ACTIVITY: In the listing, find every line that has the string "connectivity" and copy it.

MATERIAL FOR THIS EXERCISE:

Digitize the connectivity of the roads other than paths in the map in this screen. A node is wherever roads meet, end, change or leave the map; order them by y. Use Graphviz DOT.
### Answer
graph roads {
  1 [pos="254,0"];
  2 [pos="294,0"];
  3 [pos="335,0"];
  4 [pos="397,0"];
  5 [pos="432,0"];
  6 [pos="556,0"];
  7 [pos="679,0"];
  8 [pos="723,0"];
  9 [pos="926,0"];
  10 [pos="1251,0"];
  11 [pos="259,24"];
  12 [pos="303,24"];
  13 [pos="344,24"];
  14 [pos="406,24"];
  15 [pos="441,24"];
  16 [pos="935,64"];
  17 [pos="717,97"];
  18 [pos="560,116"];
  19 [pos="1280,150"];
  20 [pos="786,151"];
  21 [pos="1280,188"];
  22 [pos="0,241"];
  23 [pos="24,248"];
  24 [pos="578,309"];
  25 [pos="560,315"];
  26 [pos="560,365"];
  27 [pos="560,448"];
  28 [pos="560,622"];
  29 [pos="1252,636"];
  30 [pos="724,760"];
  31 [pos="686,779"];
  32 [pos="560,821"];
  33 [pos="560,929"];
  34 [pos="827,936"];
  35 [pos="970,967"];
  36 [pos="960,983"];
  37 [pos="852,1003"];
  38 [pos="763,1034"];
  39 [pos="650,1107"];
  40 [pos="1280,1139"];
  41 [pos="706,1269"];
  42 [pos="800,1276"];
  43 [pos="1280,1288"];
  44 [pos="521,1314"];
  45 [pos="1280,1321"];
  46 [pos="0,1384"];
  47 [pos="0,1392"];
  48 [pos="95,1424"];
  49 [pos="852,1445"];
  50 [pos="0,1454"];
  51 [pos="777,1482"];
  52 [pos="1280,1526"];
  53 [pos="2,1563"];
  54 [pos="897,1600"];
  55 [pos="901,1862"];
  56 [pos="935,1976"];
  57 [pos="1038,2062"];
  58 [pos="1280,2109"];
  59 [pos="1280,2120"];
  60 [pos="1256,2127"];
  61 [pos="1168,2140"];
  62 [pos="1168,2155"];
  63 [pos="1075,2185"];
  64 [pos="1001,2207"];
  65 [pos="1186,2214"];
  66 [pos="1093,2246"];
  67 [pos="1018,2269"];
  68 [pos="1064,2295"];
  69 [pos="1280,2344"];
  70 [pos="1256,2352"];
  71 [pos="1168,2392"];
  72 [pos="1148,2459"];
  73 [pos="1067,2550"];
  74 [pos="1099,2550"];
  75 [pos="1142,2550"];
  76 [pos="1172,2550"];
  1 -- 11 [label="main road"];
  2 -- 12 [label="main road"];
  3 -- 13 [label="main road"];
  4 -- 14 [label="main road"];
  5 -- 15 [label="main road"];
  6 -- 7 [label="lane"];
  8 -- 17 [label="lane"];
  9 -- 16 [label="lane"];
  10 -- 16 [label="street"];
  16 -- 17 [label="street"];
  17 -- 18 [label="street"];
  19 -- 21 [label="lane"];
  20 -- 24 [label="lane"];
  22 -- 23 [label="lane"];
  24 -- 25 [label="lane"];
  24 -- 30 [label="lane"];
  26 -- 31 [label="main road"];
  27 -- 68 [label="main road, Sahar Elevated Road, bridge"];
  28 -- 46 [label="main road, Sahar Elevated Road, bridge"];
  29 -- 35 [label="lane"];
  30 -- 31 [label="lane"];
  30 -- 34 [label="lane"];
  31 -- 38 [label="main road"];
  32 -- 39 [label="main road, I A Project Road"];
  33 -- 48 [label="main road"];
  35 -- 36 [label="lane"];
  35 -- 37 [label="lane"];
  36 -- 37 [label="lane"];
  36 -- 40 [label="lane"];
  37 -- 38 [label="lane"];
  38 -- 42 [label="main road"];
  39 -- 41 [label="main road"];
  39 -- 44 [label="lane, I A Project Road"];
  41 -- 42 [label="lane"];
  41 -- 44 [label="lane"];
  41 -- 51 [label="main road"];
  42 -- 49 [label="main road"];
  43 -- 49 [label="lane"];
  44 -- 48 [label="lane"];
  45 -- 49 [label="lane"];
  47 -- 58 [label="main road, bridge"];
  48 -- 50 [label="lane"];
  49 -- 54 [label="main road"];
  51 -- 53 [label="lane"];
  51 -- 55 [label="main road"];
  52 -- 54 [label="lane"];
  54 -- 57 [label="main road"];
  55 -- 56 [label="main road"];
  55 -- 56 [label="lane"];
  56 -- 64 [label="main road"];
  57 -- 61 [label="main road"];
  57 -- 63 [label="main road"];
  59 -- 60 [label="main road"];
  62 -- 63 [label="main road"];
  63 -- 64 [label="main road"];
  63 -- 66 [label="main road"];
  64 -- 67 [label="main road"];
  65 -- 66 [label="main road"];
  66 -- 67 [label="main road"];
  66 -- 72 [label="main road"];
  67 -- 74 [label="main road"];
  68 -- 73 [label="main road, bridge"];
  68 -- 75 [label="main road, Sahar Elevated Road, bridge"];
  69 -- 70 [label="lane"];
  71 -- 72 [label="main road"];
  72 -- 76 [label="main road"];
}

--

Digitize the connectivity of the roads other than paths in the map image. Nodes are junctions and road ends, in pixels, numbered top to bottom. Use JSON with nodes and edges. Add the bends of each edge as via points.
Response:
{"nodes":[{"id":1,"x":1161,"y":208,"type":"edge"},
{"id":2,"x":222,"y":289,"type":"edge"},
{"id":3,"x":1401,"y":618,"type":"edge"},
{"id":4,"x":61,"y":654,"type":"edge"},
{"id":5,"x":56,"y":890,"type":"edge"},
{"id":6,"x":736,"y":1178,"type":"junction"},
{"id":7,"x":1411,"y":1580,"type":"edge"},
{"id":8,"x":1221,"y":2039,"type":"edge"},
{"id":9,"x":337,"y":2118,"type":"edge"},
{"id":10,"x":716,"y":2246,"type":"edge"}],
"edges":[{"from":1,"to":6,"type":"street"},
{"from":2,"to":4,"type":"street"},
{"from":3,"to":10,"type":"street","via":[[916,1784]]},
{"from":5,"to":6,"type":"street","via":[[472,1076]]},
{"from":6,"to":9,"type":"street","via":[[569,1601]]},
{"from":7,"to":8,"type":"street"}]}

REPLY:
Digitize the connectivity of the roads other than paths in the map in this screen. A node is wherever roads meet, end, change or leave the map; order them by y. Use Graphviz DOT.
Digitize the connectivity of the roads other than paths in the map image. Nodes are junctions and road ends, in pixels, numbered top to bottom. Use JSON with nodes and edges. Add the bends of each edge as via points.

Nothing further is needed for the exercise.